Ah, Garfield the Cat would be so excited for this post. (Anyone remember Garfield by the way?)
Although I’m not much of a lasagna person, I thought these little treats were delicious! I made them with my friends (which is why you can see 2 hands in the first picture) the same day we made the parmesan zucchini bread sticks. It was a yummy day.
But…here comes the shocker: there is absolutely no pasta in this recipe.
I know. We were confused too, but as soon as we tasted it, we understood why. Somehow the wonton wrappers end up tasting exactly like pasta.
I don’t have a proper picture of the final result, but I don’t think it matters. I think it’s obvious how delicious this is. Lasagna lovers rejoice!
Petite Lasagnas (recipe adapted from Can You Stay For Dinner)
- 12 oz raw ground turkey (you can use ground beef)
- ¼ tsp salt, divided
- ¼ tsp pepper
- 1 cup chopped onion
- ½ cup chopped mushrooms
- 14.5 oz can crushed tomatoes, or tomato sauce
- 2 cloves garlic, minced
- 3 tsp dried oregano, divided
- ½ tsp dried basil
- 1 ½ cups part skim ricotta cheese
- 24 small square wonton wrappers (the kind near the tofu in the refrigerated section of the produce dept)

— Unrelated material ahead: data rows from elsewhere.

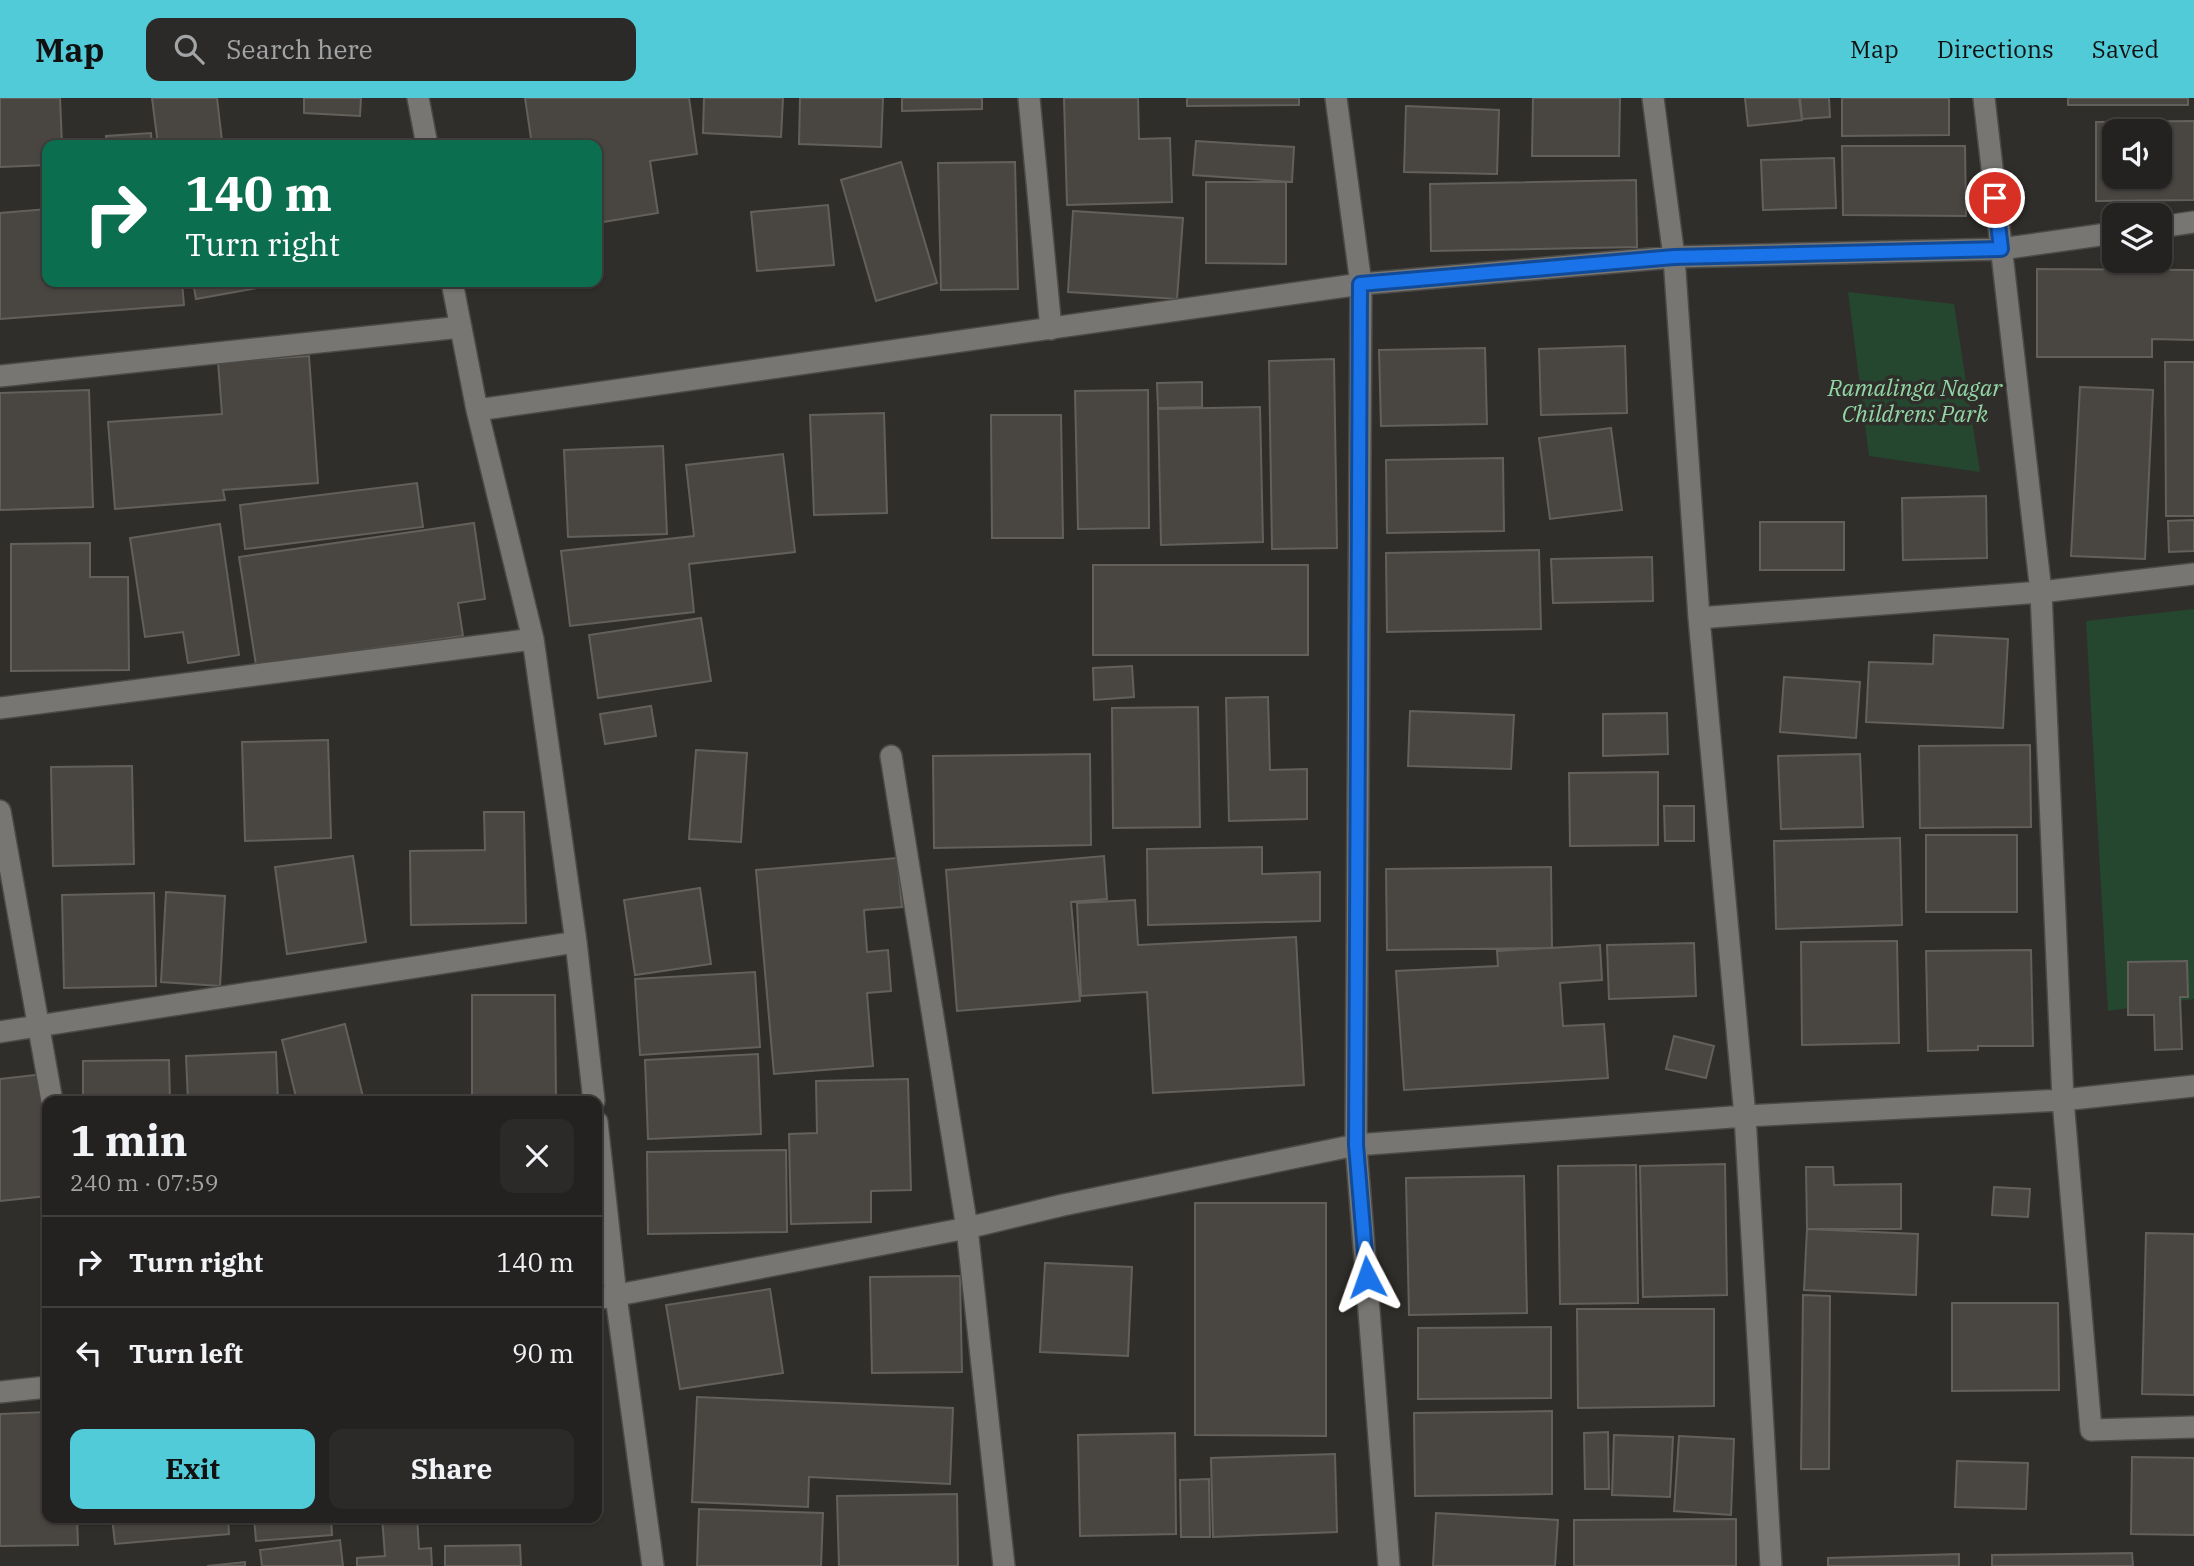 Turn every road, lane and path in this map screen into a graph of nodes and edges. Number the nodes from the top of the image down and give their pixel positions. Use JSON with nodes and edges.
{"nodes":[{"id":1,"x":418,"y":98,"type":"edge"},
{"id":2,"x":1028,"y":98,"type":"edge"},
{"id":3,"x":1336,"y":98,"type":"edge"},
{"id":4,"x":1653,"y":98,"type":"edge"},
{"id":5,"x":1983,"y":98,"type":"edge"},
{"id":6,"x":426,"y":140,"type":"edge"},
{"id":7,"x":2194,"y":222,"type":"edge"},
{"id":8,"x":2172,"y":225,"type":"edge"},
{"id":9,"x":2102,"y":235,"type":"edge"},
{"id":10,"x":2001,"y":249,"type":"junction"},
{"id":11,"x":1674,"y":257,"type":"junction"},
{"id":12,"x":1360,"y":284,"type":"junction"},
{"id":13,"x":453,"y":287,"type":"edge"},
{"id":14,"x":461,"y":327,"type":"junction"},
{"id":15,"x":1051,"y":329,"type":"junction"},
{"id":16,"x":0,"y":376,"type":"edge"},
{"id":17,"x":477,"y":410,"type":"junction"},
{"id":18,"x":2194,"y":574,"type":"edge"},
{"id":19,"x":2041,"y":593,"type":"junction"},
{"id":20,"x":1699,"y":618,"type":"junction"},
{"id":21,"x":533,"y":639,"type":"junction"},
{"id":22,"x":0,"y":708,"type":"edge"},
{"id":23,"x":891,"y":756,"type":"dead end"},
{"id":24,"x":0,"y":811,"type":"edge"},
{"id":25,"x":576,"y":942,"type":"junction"},
{"id":26,"x":39,"y":1024,"type":"junction"},
{"id":27,"x":0,"y":1032,"type":"edge"},
{"id":28,"x":2194,"y":1086,"type":"edge"},
{"id":29,"x":51,"y":1096,"type":"edge"},
{"id":30,"x":593,"y":1096,"type":"edge"},
{"id":31,"x":2063,"y":1100,"type":"junction"},
{"id":32,"x":1745,"y":1116,"type":"junction"},
{"id":33,"x":1356,"y":1145,"type":"junction"},
{"id":34,"x":602,"y":1210,"type":"edge"},
{"id":35,"x":968,"y":1228,"type":"junction"},
{"id":36,"x":607,"y":1297,"type":"edge"},
{"id":37,"x":42,"y":1388,"type":"edge"},
{"id":38,"x":0,"y":1392,"type":"edge"},
{"id":39,"x":2194,"y":1427,"type":"edge"},
{"id":40,"x":653,"y":1566,"type":"edge"},
{"id":41,"x":1004,"y":1566,"type":"edge"},
{"id":42,"x":1389,"y":1566,"type":"edge"},
{"id":43,"x":1771,"y":1566,"type":"edge"}],
"edges":[{"from":1,"to":6,"type":"street"},
{"from":2,"to":15,"type":"street"},
{"from":3,"to":12,"type":"street"},
{"from":4,"to":11,"type":"street"},
{"from":5,"to":10,"type":"street"},
{"from":7,"to":8,"type":"street"},
{"from":9,"to":10,"type":"street"},
{"from":10,"to":11,"type":"street"},
{"from":10,"to":19,"type":"street"},
{"from":11,"to":12,"type":"street"},
{"from":11,"to":20,"type":"street"},
{"from":12,"to":15,"type":"street"},
{"from":12,"to":33,"type":"street"},
{"from":13,"to":14,"type":"street"},
{"from":14,"to":16,"type":"street"},
{"from":14,"to":17,"type":"street"},
{"from":15,"to":17,"type":"street"},
{"from":17,"to":21,"type":"street"},
{"from":18,"to":19,"type":"street"},
{"from":19,"to":20,"type":"street"},
{"from":19,"to":31,"type":"street"},
{"from":20,"to":32,"type":"street"},
{"from":21,"to":22,"type":"street"},
{"from":21,"to":25,"type":"street"},
{"from":23,"to":35,"type":"street"},
{"from":24,"to":26,"type":"street"},
{"from":25,"to":26,"type":"street"},
{"from":25,"to":30,"type":"street"},
{"from":26,"to":27,"type":"street"},
{"from":26,"to":29,"type":"street"},
{"from":28,"to":31,"type":"street"},
{"from":31,"to":32,"type":"street"},
{"from":31,"to":39,"type":"street"},
{"from":32,"to":33,"type":"street"},
{"from":32,"to":43,"type":"street"},
{"from":33,"to":35,"type":"street"},
{"from":33,"to":42,"type":"street"},
{"from":34,"to":36,"type":"street"},
{"from":35,"to":36,"type":"street"},
{"from":35,"to":41,"type":"street"},
{"from":36,"to":40,"type":"street"},
{"from":37,"to":38,"type":"street"}]}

- 1 1/2 cups shredded mozzarella cheese
- Preheat oven to 375ºF. Heat a large skillet over medium heat. Add the turkey, onions, mushrooms, salt, and pepper. Crumble the meat and saute the mixture for about 10 minutes, or until the turkey is cooked through. Add the garlic and stir constantly for 30 seconds.
- Add the crushed tomatoes and 2 tsp of oregano. Bring the pan to a gentle boil. Reduce the heat to low and simmer for 10 minutes. Remove from heat and set aside.
- In a large bowl, combine the ricotta, a pinch of salt and pepper, the remaining teaspoon of oregano, and the basil. Stir to mix well. Set aside.
- Coat a 12-cup muffin tin with nonstick cooking spray. Place 1 wonton wrapper into each of the 12 cups, pressing firmly in the bottom of the cup and up the sides.
- Using half of the ricotta mixture, divide it among the 12 muffin cups. Next, using half of the turkey tomato sauce, spoon it evenly over each of the ricotta filled cups. Sprinkle with 2 tsp of mozzarella.
- Gently press another wonton wrapper on top of the mozzarella layer.
- Repeat the process by distributing the remaining ricotta, then the remaining tomato sauce, and finally the rest of the shredded mozzarella.
- Bake for 10 minutes, or until the cheese has melted.
- Let the cups cool, remove them from the pan, and serve!